Granted, property tax revenue covered only five percent of water and wastewater systems, but that’s because another 40 percent came from user fees (i.e., utility bills).

So revenues from land transfer taxes, developer fees, and permitting aren’t an insignificant portion of City income, but they’re hardly the linchpin propping the whole thing up either. City Council could respond to losing that income by increasing property taxes. Or – and I’m just throwing around random ideas here – they could reduce their spending.

Now what about the province?
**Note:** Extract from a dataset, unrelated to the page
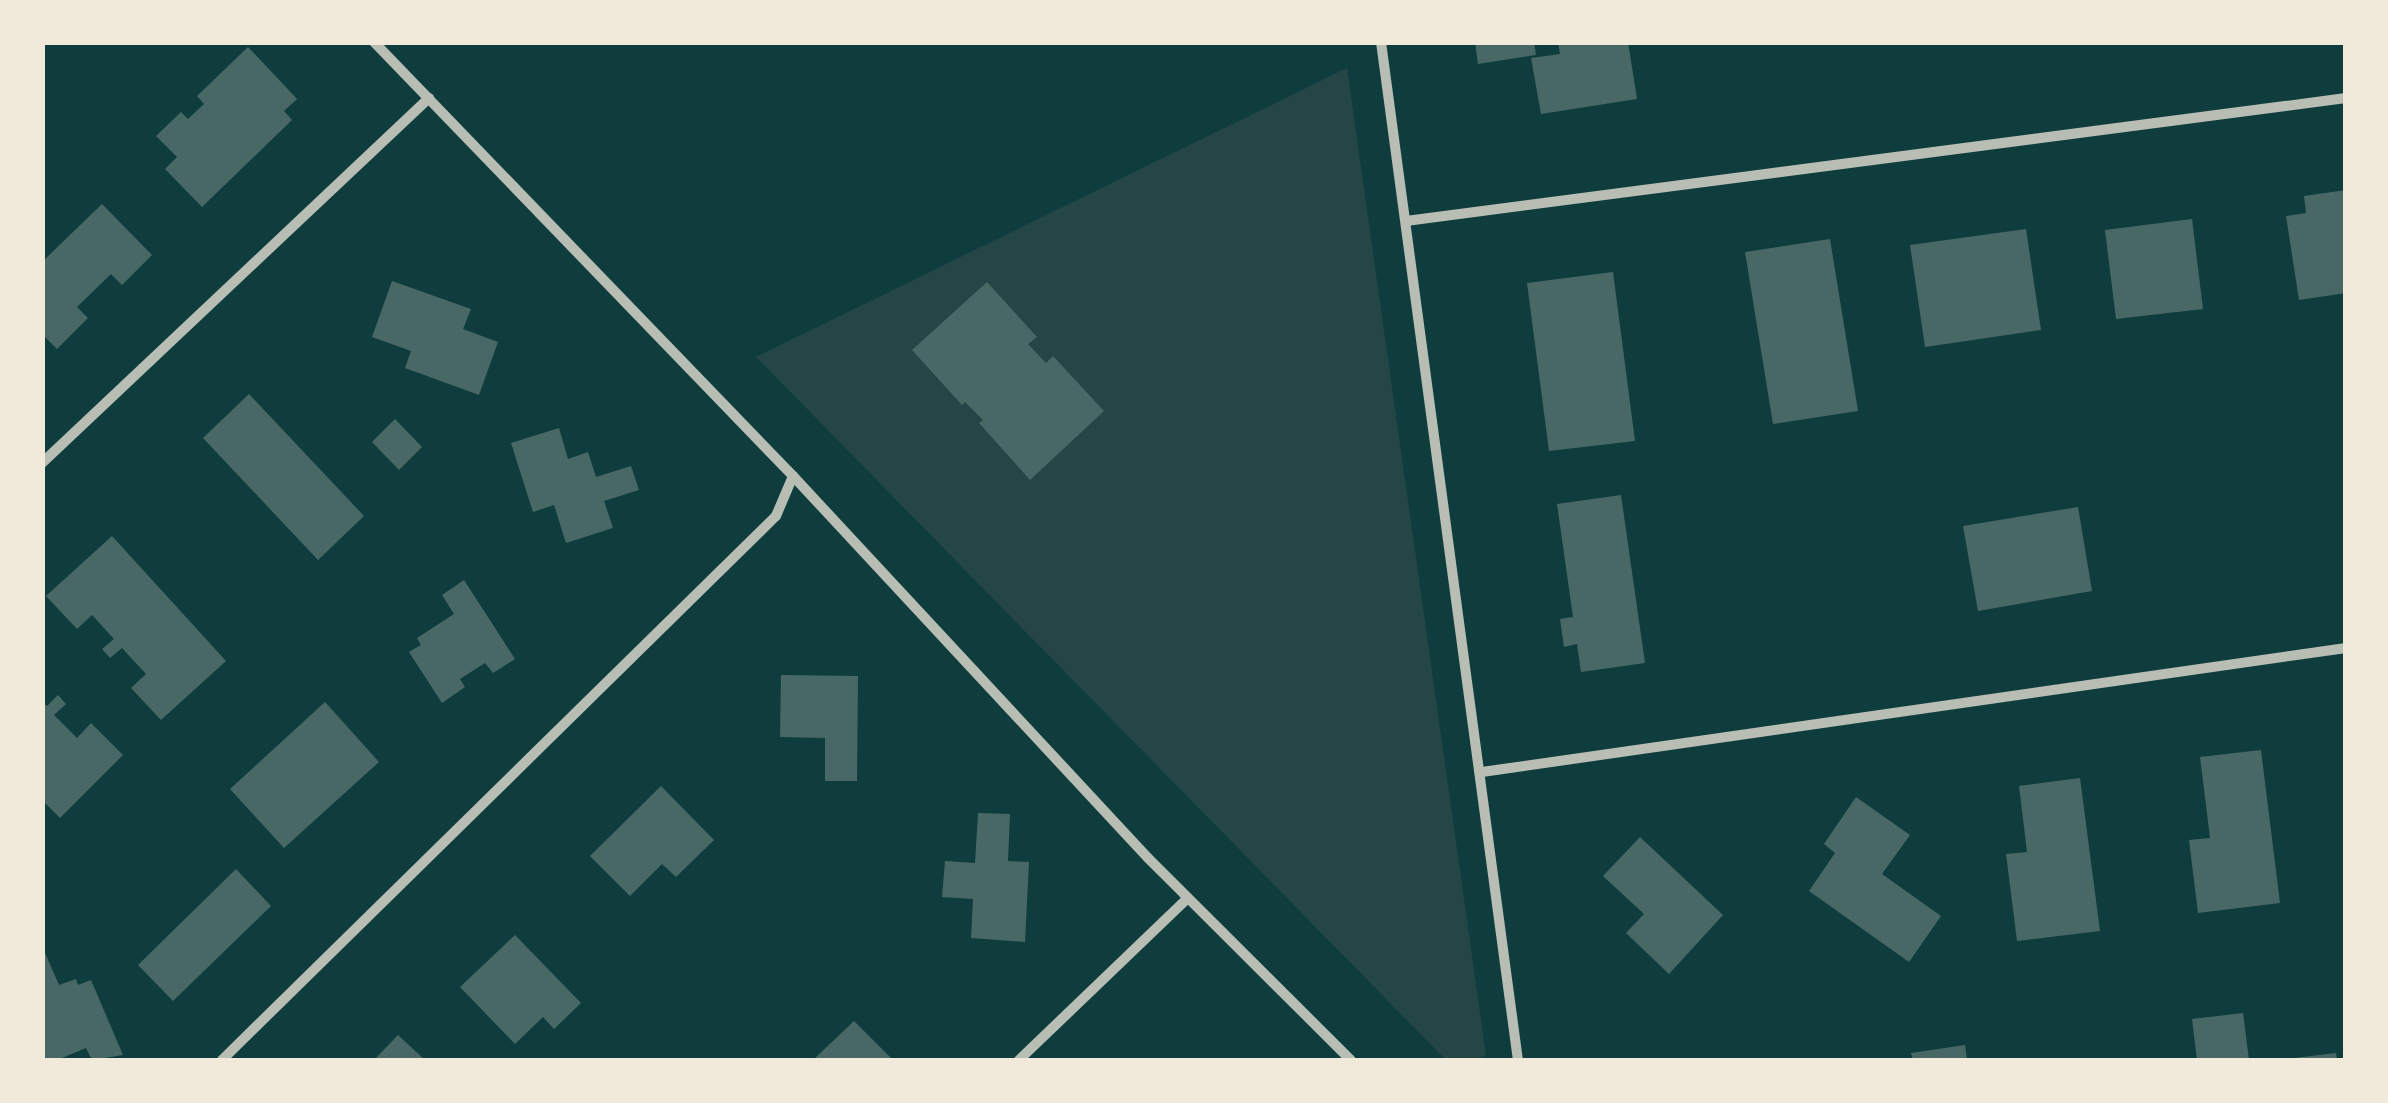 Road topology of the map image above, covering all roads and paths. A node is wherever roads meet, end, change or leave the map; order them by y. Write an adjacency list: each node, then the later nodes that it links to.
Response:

I couldn’t get a good sense of how much of their HST revenue comes specifically from new home sales, but Ontario’s 2023–24 consolidated financial statements tell us that provincial land transfer taxes brought in $3.538 billion. That would be around 1.7% of total government revenues. Again, a bit more than a rounding error.

Politics is about finding balances through trade offs. Sure, maintaining program spending while minimizing deficits is an ongoing and real challenge for governments. On the other hand, they all say they’re concerned about the housing crisis. Foregoing just one to five percent of revenues should, given the political payoffs and bragging rights that could follow, probably be an easy pill to swallow.

A few weeks ago I reached out to the City of Toronto Housing Secretariat and the Province of Ontario’s Municipal Affairs and Housing for their thoughts. I received no response.